Monday, March 13, 2017 by Robert Jonathan
A Miami lawyer apparently began feeling the heat while delivering a closing argument in an arson trial.
Attorney Stephen Gutierrez made a quick run for a nearby restroom when smoke started pouring from his pants pocket in an incident that made national and international headlines.
“Gutierrez… had been fiddling in his pocket as he was about to address jurors when smoke began billowing out his right pocket…He rushed out of the Miami courtroom, leaving spectators stunned,” the Miami Herald explained.
The burned barrister who was unharmed and returned from to the restroom shortly thereafter claims that a defective electronic-cigarette battery caused the whole thing.
E-cigarettes are marketed as a safer alternative to traditional cigarette smoking because they produce nicotine inhaled by the consumer in the form of vapor without burning tobacco. They are also viewed as a way to gradually taper off from the nicotine addiction. As Natural News previously noted, however, some studies nonetheless suggest a possible link between e-cig aerosol and lung cancer
Miami-Dade law enforcement authorities are investigating as to whether the courtroom incident was a staged demonstration, something that Gutierrez, 28, denied in an interview with local media. Gutierrez characterized the incident as surreal and unbelievable, adding that he’s giving up vaping because of the danger posed by the potentially malfunctioning battery operated cigarette substitute. (RELATED: Read more about e-cigs at StopSmoking.news.)
He also categorically denied staging the incident. A contempt of court sanction is a possibility, according to the Herald, if court officials decide that where there’s smoke, there’s fire, as it were.
In an additional irony, Gutierrez was trying to convince the jury that his client’s car spontaneously combusted rather than being intentionally torched when he himself appeared to spontaneously combust. Notwithstanding this defense strategy, the jury convicted the suspect on a charge of second-degree arson.
As various news outlets observed about the story that blew up the Internet, this accident gives a new meaning to the paraphrased playground rhyme, lawyer lawyer, pants on fire.
“Questions about the health and fire risks of the products have mounted, with the U.S. Department of Transportation recently banning e-cigarettes from checked bags on airplanes,” the Herald noted.

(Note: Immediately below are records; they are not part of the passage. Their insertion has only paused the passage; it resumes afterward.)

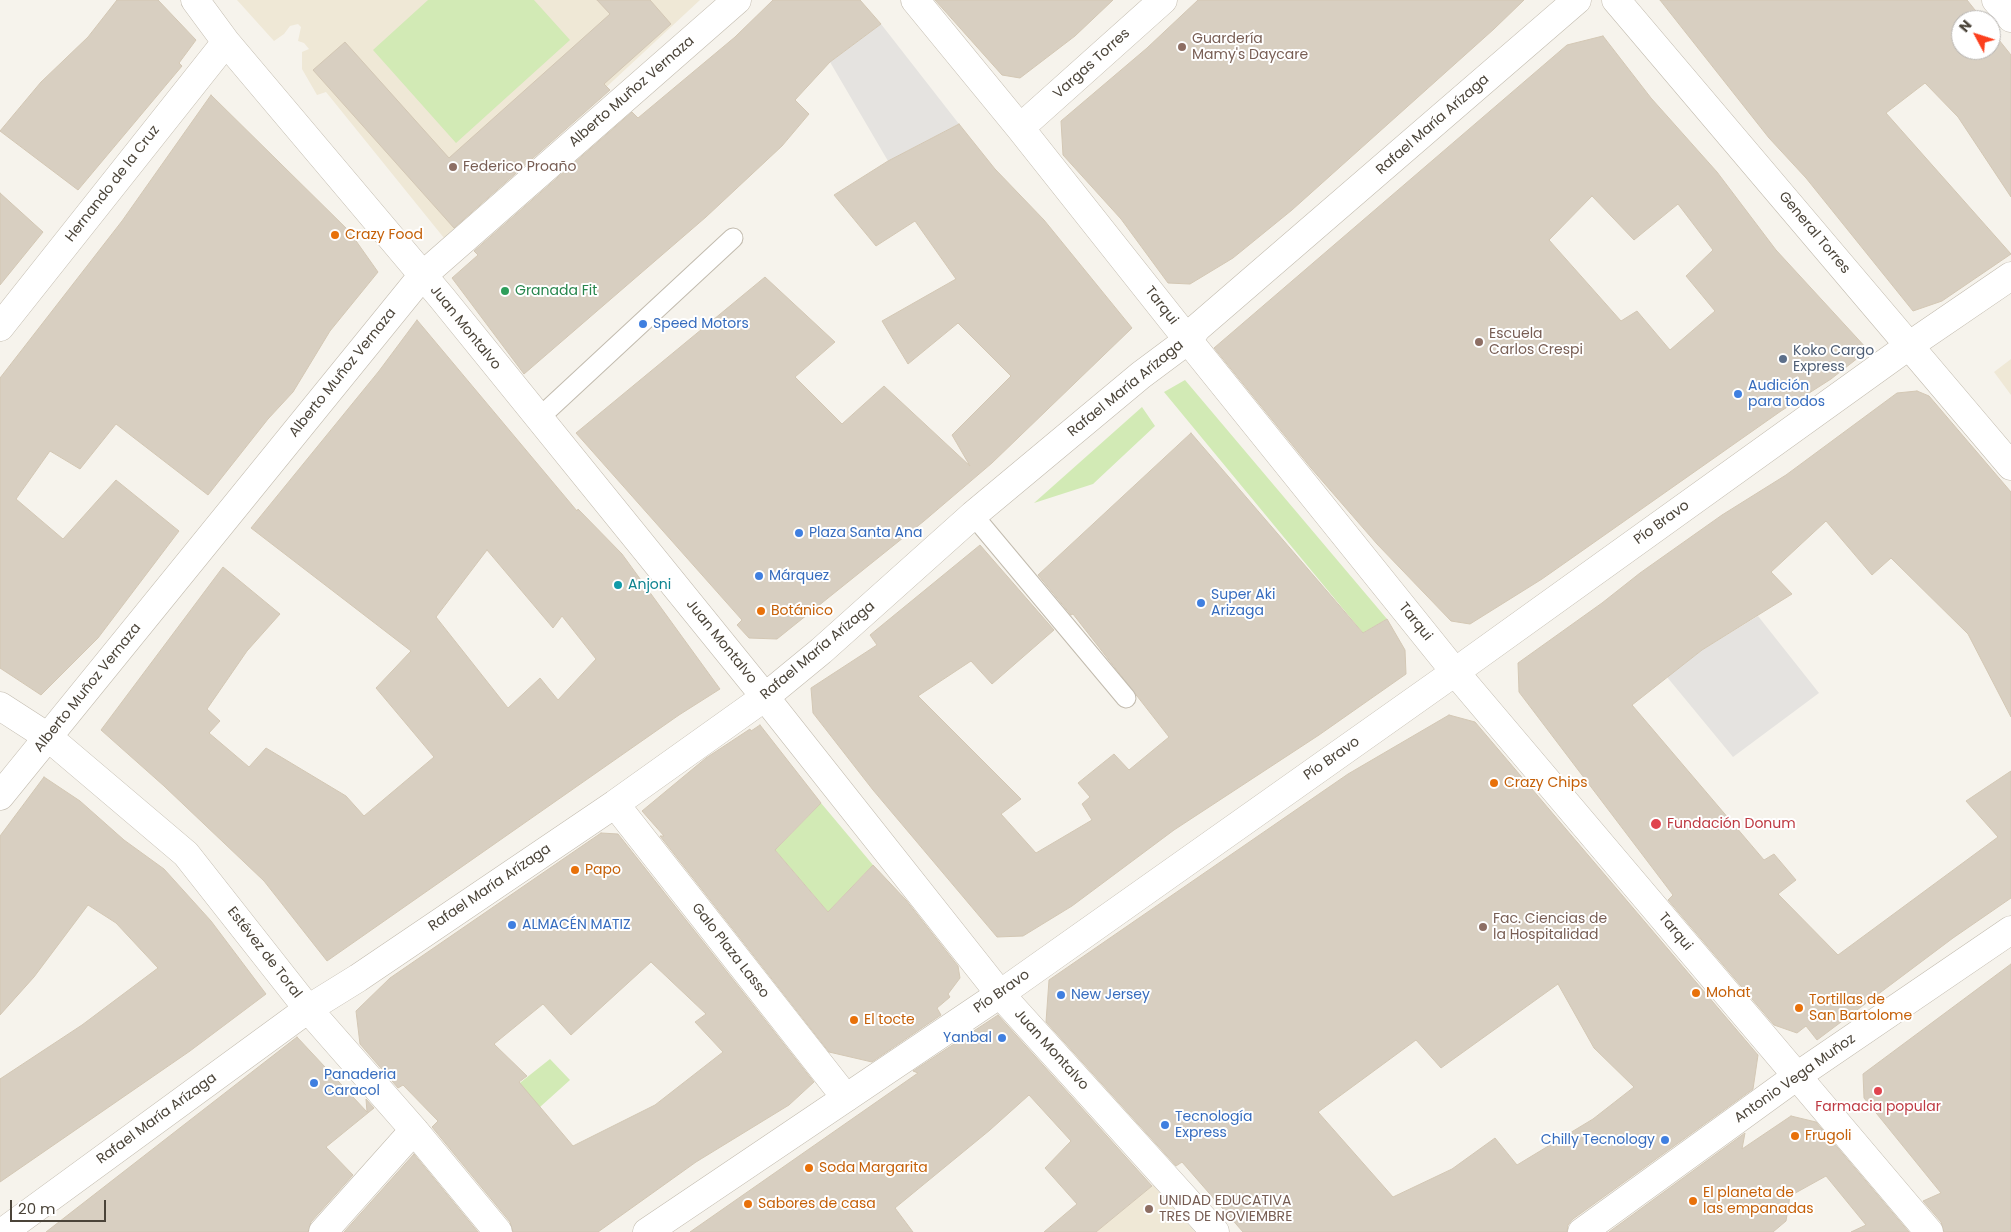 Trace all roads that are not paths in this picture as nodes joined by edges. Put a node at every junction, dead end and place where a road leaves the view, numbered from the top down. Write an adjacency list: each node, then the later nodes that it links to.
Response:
1 (195, 0): 9 (street, Juan Montalvo)
2 (737, 0): 12 (street, Alberto Muñoz Vernaza)
3 (915, 0): 10 (street, Tarqui)
4 (1163, 0): 10 (street, Vargas Torres)
5 (1577, 0): 15 (street, Rafael María Arízaga)
6 (1616, 0): 16 (street, General Torres)
7 (1996, 0): 8 (street)
8 (2011, 18)
9 (226, 42): 12 (street, Juan Montalvo); 14 (street, Hernando de la Cruz)
10 (1020, 128): 15 (street, Tarqui)
11 (733, 238): 17 (lane)
12 (422, 276): 17 (street, Juan Montalvo); 24 (street, Alberto Muñoz Vernaza)
13 (2011, 276): 16 (street, Pío Bravo)
14 (0, 327)
15 (1188, 340): 19 (street, Rafael María Arízaga); 20 (street, Tarqui)
16 (1910, 345): 18 (street, General Torres); 20 (street, Pío Bravo)
17 (539, 418): 21 (street, Juan Montalvo)
18 (2011, 466)
19 (973, 515): 21 (street, Rafael María Arízaga); 22 (lane)
20 (1455, 672): 28 (street, Pío Bravo); 30 (street, Tarqui)
21 (764, 697): 26 (street, Rafael María Arízaga); 28 (street, Juan Montalvo)
22 (1126, 698)
23 (0, 706): 24 (street, Estévez de Toral)
24 (48, 737): 25 (street, Alberto Muñoz Vernaza); 29 (street, Estévez de Toral)
25 (0, 796)
26 (614, 804): 29 (street, Rafael María Arízaga); 31 (street, Galo Plaza Lasso)
27 (2011, 930): 30 (street, Antonio Vega Muñoz)
28 (1000, 994): 31 (street, Pío Bravo); 37 (street, Juan Montalvo)
29 (308, 1008): 32 (street, Estévez de Toral); 33 (street, Rafael María Arízaga)
30 (1797, 1076): 38 (street, Antonio Vega Muñoz); 39 (street, Tarqui)
31 (846, 1098): 36 (street, Pío Bravo)
32 (414, 1130): 34 (street); 35 (street, Estévez de Toral)
33 (3, 1232)
34 (323, 1232)
35 (498, 1232)
36 (647, 1232)
37 (1215, 1232)
38 (1582, 1232)
39 (1928, 1232)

In an October 2014 report, the U.S. Fire Administration described e-cigarette-related fires or explosions as rare, with only 25 reported cases in the 2009 to August 2014 time frame. Most of these incidents occurred in the battery-recharge mode.
Last year, a Naples, Fla., man sued a manufacturer and local retailer for personal injuries after an e-cigarette allegedly blew up in his face, temporarily leaving him in a coma.